David Wallechinsky led a short ceremony. Wallechinsky was joined by current ISOH President Christian Wacker and fellow member San Charles Hassan, founding president of the Palestine Rowing Federation, as others watched.
 
Said Wallechinsky, "These members of the 1972 Israeli Olympic team were not murdered because of who they were as individuals. They were not killed because of what they did or what they said. They were killed because they were Jewish. They were killed because of their religion and their nationality. Before I was born, members of my family were killed by Germans and attacked by Poles not because of who they were as individuals, but because they were Jewish. Even before that, members of my family were attacked by Russians not because of who they were as individuals, but because they were Jewish.
 
A few years ago, at the request of the International Olympic Committee, I interviewed a man named Ben Helfgott, who is now 92 years old. Ben was a Jewish boy living in Poland when Germans invaded Poland and gained the active support of some Poles.
 
When Ben was 13 years old, Poles murdered his mother and his 8-year-old sister. Later, Germans murdered his father. Eventually, 24 of 28 members of his extended family were killed by Germans and Poles. None of them were murdered because of who they were as individuals, but just because they were Jewish. 
 
Ben survived the Holocaust, but only barely. He was sent to three concentration camps. He worked in Nazi labor camps. Ben, who was small but strong, was working in a glass factory. One day a German soldier came in and told Ben’s Polish overseer that there was room for one more Jew to be squashed into a train that was headed to the gas chambers, and he pointed at Ben. The overseer, who had treated Ben harshly until then, stepped in and told the German that Ben was not a Jew, and they left him alone.
 
When World War II ended, Ben Helfgott was 15 years old.
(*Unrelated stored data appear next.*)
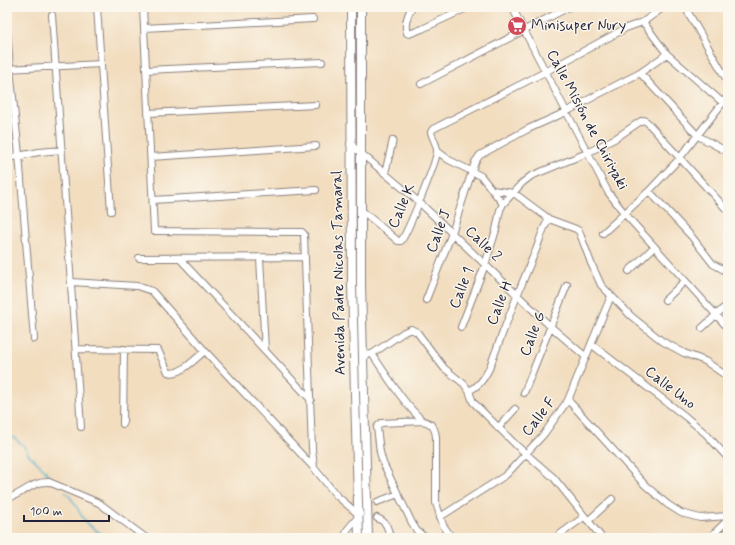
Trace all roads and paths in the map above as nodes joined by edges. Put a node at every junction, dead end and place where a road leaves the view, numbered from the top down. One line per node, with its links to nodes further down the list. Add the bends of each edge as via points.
1 (97, 7): 19 (street)
2 (143, 7): 14 (street)
3 (351, 7): 34 (street, Avenida Padre Nicolas Tamaral)
4 (360, 7): 38 (street, Avenida Padre Nicolas Tamaral)
5 (412, 7): 6 (street, via 405,29 409,34)
6 (469, 7)
7 (512, 7): 16 (street, Calle Misión de Chiriyaki)
8 (569, 7): 16 (street)
9 (664, 7): 13 (street)
10 (685, 7): 25 (street)
11 (52, 15): 20 (street)
12 (312, 19): 14 (street)
13 (643, 22): 17 (street); 23 (street, via 626,28)
14 (144, 28): 22 (street)
15 (7, 30): 21 (street)
16 (524, 30): 23 (street, Calle Misión de Chiriyaki); 26 (street)
17 (667, 54): 24 (street, Calle J); 28 (street)
18 (322, 62): 22 (street)
19 (101, 64): 20 (street); 55 (street)
20 (56, 67): 21 (street); 36 (street)
21 (8, 69): 41 (street)
22 (146, 70): 31 (street)
23 (545, 72): 30 (street, Calle Misión de Chiriyaki); 37 (street, via 433,129 431,132)
24 (640, 73): 30 (street, Calle J); 32 (street)
25 (728, 82)
26 (421, 84)
27 (728, 96): 28 (street)
28 (722, 102): 32 (street)
29 (316, 105): 31 (street)
30 (566, 112): 40 (street, Calle Misión de Chiriyaki); 45 (street, Calle J, via 487,150 475,162)
31 (148, 113): 42 (street)
32 (698, 136): 39 (street); 44 (street)
33 (393, 140): 46 (street)
34 (350, 144): 38 (street, Calle 2); 109 (street, Avenida Padre Nicolas Tamaral)
35 (316, 146): 42 (street)
36 (62, 150): 41 (street); 70 (street)
37 (437, 151): 45 (street, via 449,160); 52 (street, Calle K)
38 (360, 152): 46 (street, Calle 2); 54 (street, Avenida Padre Nicolas Tamaral)
39 (728, 152)
40 (587, 153): 44 (street, Calle 1, via 644,120); 50 (street, Calle 1, via 531,176); 57 (street, Calle Misión de Chiriyaki, via 608,192)
41 (19, 155): 43 (street); 82 (street)
42 (150, 157): 51 (street)
43 (7, 158)
44 (680, 159): 49 (street); 56 (street)
45 (473, 170): 48 (street); 59 (street, Calle J)
46 (384, 173): 52 (street, Calle 2)
47 (316, 190): 51 (street)
48 (492, 190): 50 (street); 53 (street)
49 (649, 191): 57 (street); 68 (street, via 692,237 713,264)
50 (514, 193): 53 (street, Calle 1); 58 (street)
51 (153, 200): 62 (street, via 154,231 302,232)
52 (419, 202): 54 (street, Calle K, via 401,241); 59 (street, Calle 2)
53 (503, 204): 66 (street, Calle 1)
54 (360, 210): 89 (street, Avenida Padre Nicolas Tamaral)
55 (111, 211)
56 (728, 212)
57 (625, 214): 60 (street); 61 (street, Calle Misión de Chiriyaki)
58 (549, 219): 72 (street, Calle H); 73 (street, via 579,231 601,285)
59 (452, 233): 66 (street, Calle 2); 74 (street, Calle J)
60 (603, 233)
61 (654, 247): 67 (street); 69 (street, Calle Misión de Chiriyaki)
62 (305, 257): 65 (street); 94 (street)
63 (138, 258): 64 (street)
64 (180, 258): 65 (street); 86 (street)
65 (260, 258): 86 (street)
66 (485, 265): 72 (street, Calle 2); 78 (street, Calle 1)
67 (629, 271)
68 (728, 272)
69 (685, 281): 75 (street); 77 (street, Calle Misión de Chiriyaki)
70 (71, 282): 84 (street); 87 (street, via 137,286 152,291)
71 (567, 285): 79 (street, Calle G)
72 (516, 294): 79 (street, Calle 2); 92 (street, Calle H, via 489,369 476,387)
73 (611, 296): 83 (street, Calle F); 91 (street, via 662,341 705,361)
74 (426, 300)
75 (665, 300)
76 (728, 304): 77 (street)
77 (716, 316): 80 (street); 81 (street, Calle Misión de Chiriyaki)
78 (460, 326)
79 (550, 326): 90 (street, Calle 2); 93 (street, Calle G)
80 (702, 328)
81 (728, 328)
82 (34, 339)
83 (591, 344): 90 (street, Calle F); 102 (street, Calle Uno, via 686,417)
84 (76, 349): 85 (street); 99 (street)
85 (124, 349): 87 (street, via 158,350 168,372 172,374 182,370); 98 (street)
86 (265, 350): 94 (street)
87 (205, 351): 103 (street)
88 (372, 354): 89 (street); 92 (street, via 411,329 417,332 444,368); 97 (street, via 398,393)
89 (363, 355): 108 (street, Avenida Padre Nicolas Tamaral)
90 (586, 357): 95 (street, Calle F)
91 (728, 377)
92 (469, 391): 100 (street, via 473,402)
93 (524, 393)
94 (311, 400): 103 (street)
95 (568, 400): 101 (street, Calle F, via 544,434); 110 (street, via 645,485 667,504 681,513 700,518)
96 (516, 409): 100 (street)
97 (423, 421): 104 (street, via 382,423 377,427 383,463); 111 (street, via 429,422 435,429 436,503)
98 (123, 424)
99 (81, 427)
100 (498, 428): 101 (street)
101 (526, 453): 111 (street, Calle F, via 506,475); 113 (street, via 554,478)
102 (728, 458)
103 (314, 468): 109 (street, via 336,496)
104 (398, 494): 107 (street); 121 (street, via 417,531)
105 (7, 498): 116 (street, via 14,497 40,482 49,482 99,503)
106 (612, 499): 113 (street)
107 (378, 502)
108 (367, 513): 109 (street); 119 (street, Avenida Padre Nicolas Tamaral)
109 (358, 515): 117 (street, via 347,530); 118 (street, Avenida Padre Nicolas Tamaral)
110 (728, 516)
111 (440, 517): 122 (street)
112 (377, 518): 120 (street, via 383,520)
113 (586, 519): 115 (street); 123 (street)
114 (728, 520): 124 (street)
115 (559, 535)
116 (146, 538)
117 (345, 538)
118 (359, 538)
119 (368, 538)
120 (390, 538)
121 (426, 538)
122 (452, 538)
123 (602, 538)
124 (709, 538)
He and a younger cousin tried to return to Poland by foot. At the border, they were seized by Polish police who took their food and their possessions and told them that the Germans should have killed all the Jews. They led Ben and his cousin into a forest to “finish the job.” But Ben, who spoke perfect Polish, talked them out of it. 
 
Ben was accepted into a program for Holocaust orphans in Great Britain. He flourished and became a champion weightlifter. He even represented Great Britain at two Olympics. Ten years after World War II, Ben was invited to compete in Poland. He accepted, and did so again in 1959. Later he took part in reconciliation events in Poland. Some Jews criticized him for going back to the country where his family had been murdered. But Ben reminded them that, although some Poles had committed evil acts, other Poles had helped the Jews, and one had even saved his life.
 
The last question I asked Ben Helfgott when I interviewed him was, “Setting aside sport, now that you are 88 years old, are there any lessons in life you would like to pass on to younger generations?” His answer was, “Never judge a person by his religion. Never judge a person by his nationality. Never judge a person by his race. Never judge a person by his ethnicity. Judge each person as an individual.”
 
The Palestinian terrorists who killed the members of the Israeli team in 1972 did not look at them as individuals. 
 
I hope that someday, Palestinians will judge each Jewish person as an individual, instead of by that person’s religion, ethnicity or nationality or by the actions of the Israeli government. I hope that someday, Israelis will judge every Palestinian as an individual, and not by the actions of the minority who commit terrorist acts.
 
I hope that someday, all people will live by the lesson that Ben Helfgott has tried to teach us: to judge each person, not by their religion, not by their nationality, not by their race and not by their ethnicity, but as an individual human being.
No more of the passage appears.